Food & Self Acceptance Part 2
Part one of this article can be found here.
This is the short version of my timeline with food. I can break it down even more, but I think you get the idea. There’s always been an unhealthy relationship there. It’s extremely hard for me to break some of my old habits, although I am constantly putting forth the effort, a lot of it goes to waste. The hardest part of it all is that because I am living with a digestive disease, my condition ultimately faces the consequences of my bad eating habits. A lot of these habits were created by my condition. Which is crazy to think.
The effects of steroids on weight
For example: If I would have never started steroids, I wouldn’t have seen such a large shift in my weight during such a short period of time. I wouldn’t have been so hungry nor would I have retained so much water. As far as the protein shakes during my surgeries, I think that speaks for itself. I never would have chosen that kind of diet on my own and honestly, I didn’t realize just how much of an impact it would have on my body. Taking on all of that protein and not being able to do any kind of exercise (because I was bedridden after surgery) really caused me to pack on the pounds.

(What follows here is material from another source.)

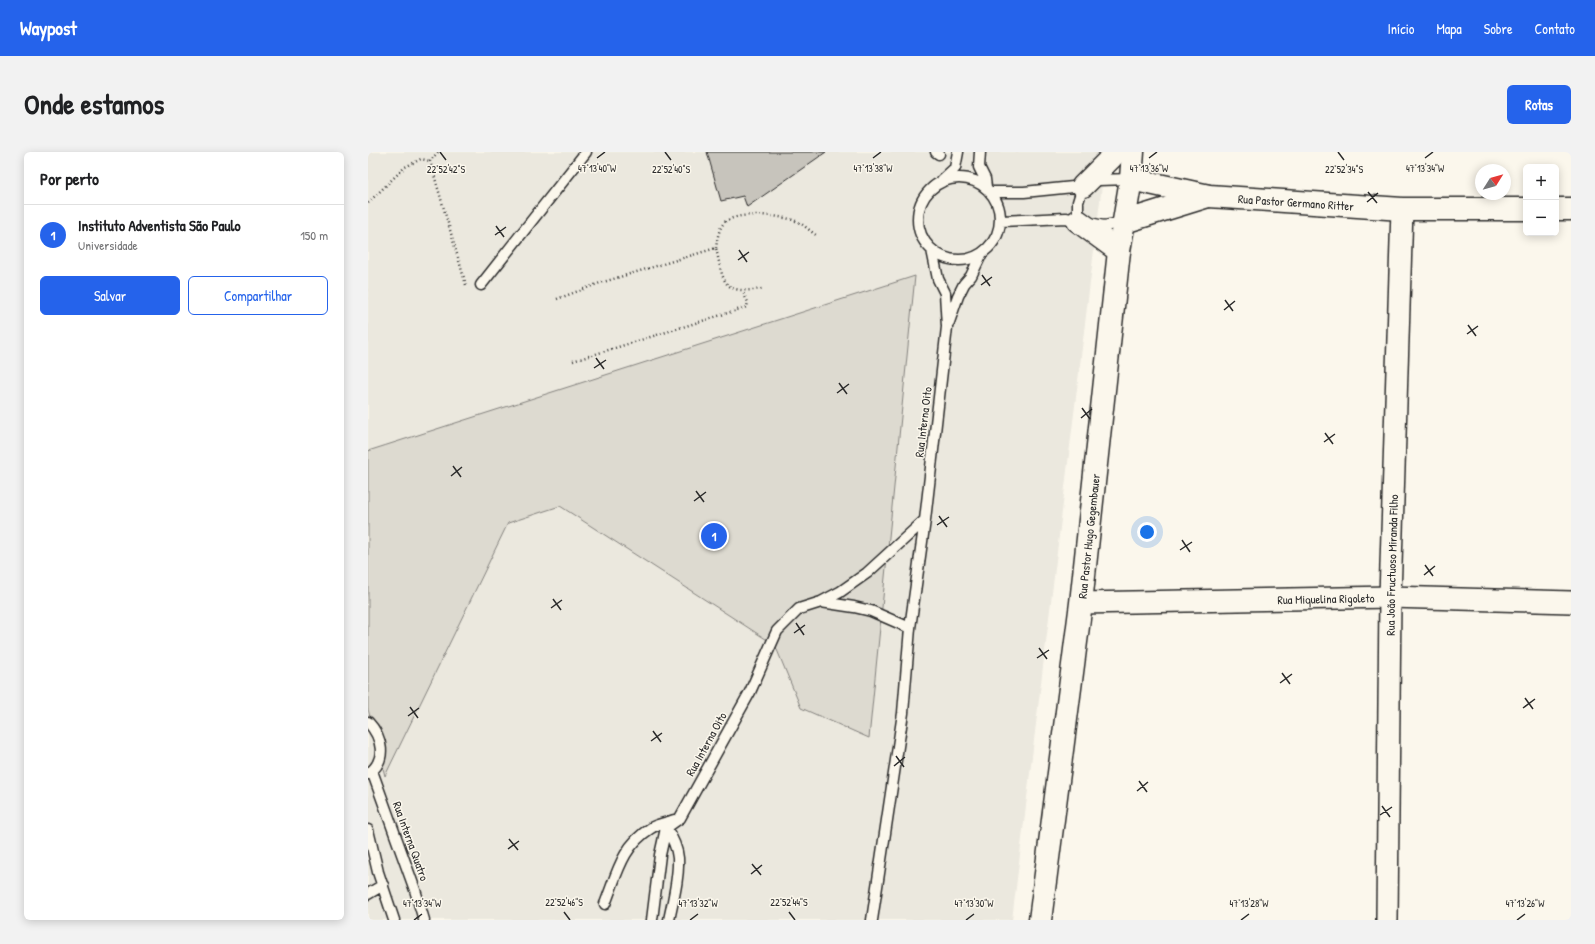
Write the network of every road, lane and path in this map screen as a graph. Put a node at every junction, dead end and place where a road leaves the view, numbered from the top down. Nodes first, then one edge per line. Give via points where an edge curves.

I was not okay with these changes in my body
My condition has played a huge role in every aspect of my life, but especially on my relationship with food and weight. This has had a direct impact on my self-confidence and self-esteem. These are huge reasons why I believe people diagnosed with any chronic condition young, but especially with things like Crohn’s and colitis, should be referred to a mental health specialist. I needed someone to talk to when I was younger. I needed someone to explain what was happening to my body and why it was okay. Or at least someone to help me feel okay with it.
Although I have gained more strength, I still struggle with the confidence to this day. When I am eating dinner or having a snack with a friend, I’m constantly asking myself, “do I need this?” Partially because of IBD, but partially because of my body and how I see myself.
Self-confidence and body image with UC
My struggles have truly shown me one thing more than all: we are truly our own worst critics. While we’re criticizing ourselves, others are wishing they were more like us or had something we didn’t even realize we have. I guess the point I am trying to make is simple- our conditions are hard to live with. Especially on our mental health. It leaves us to forever wonder things like: will I ever be healthy? Will I ever be good enough? Will I ever be able to do or eat what I want? It impacts us in every way, but two of the hardest for me have been with self-confidence and body image. These are not things to be taken lightly. If you’ve been dealing with similar frustrations, I want you to know they are valid. These are huge concerns for even the healthiest of people.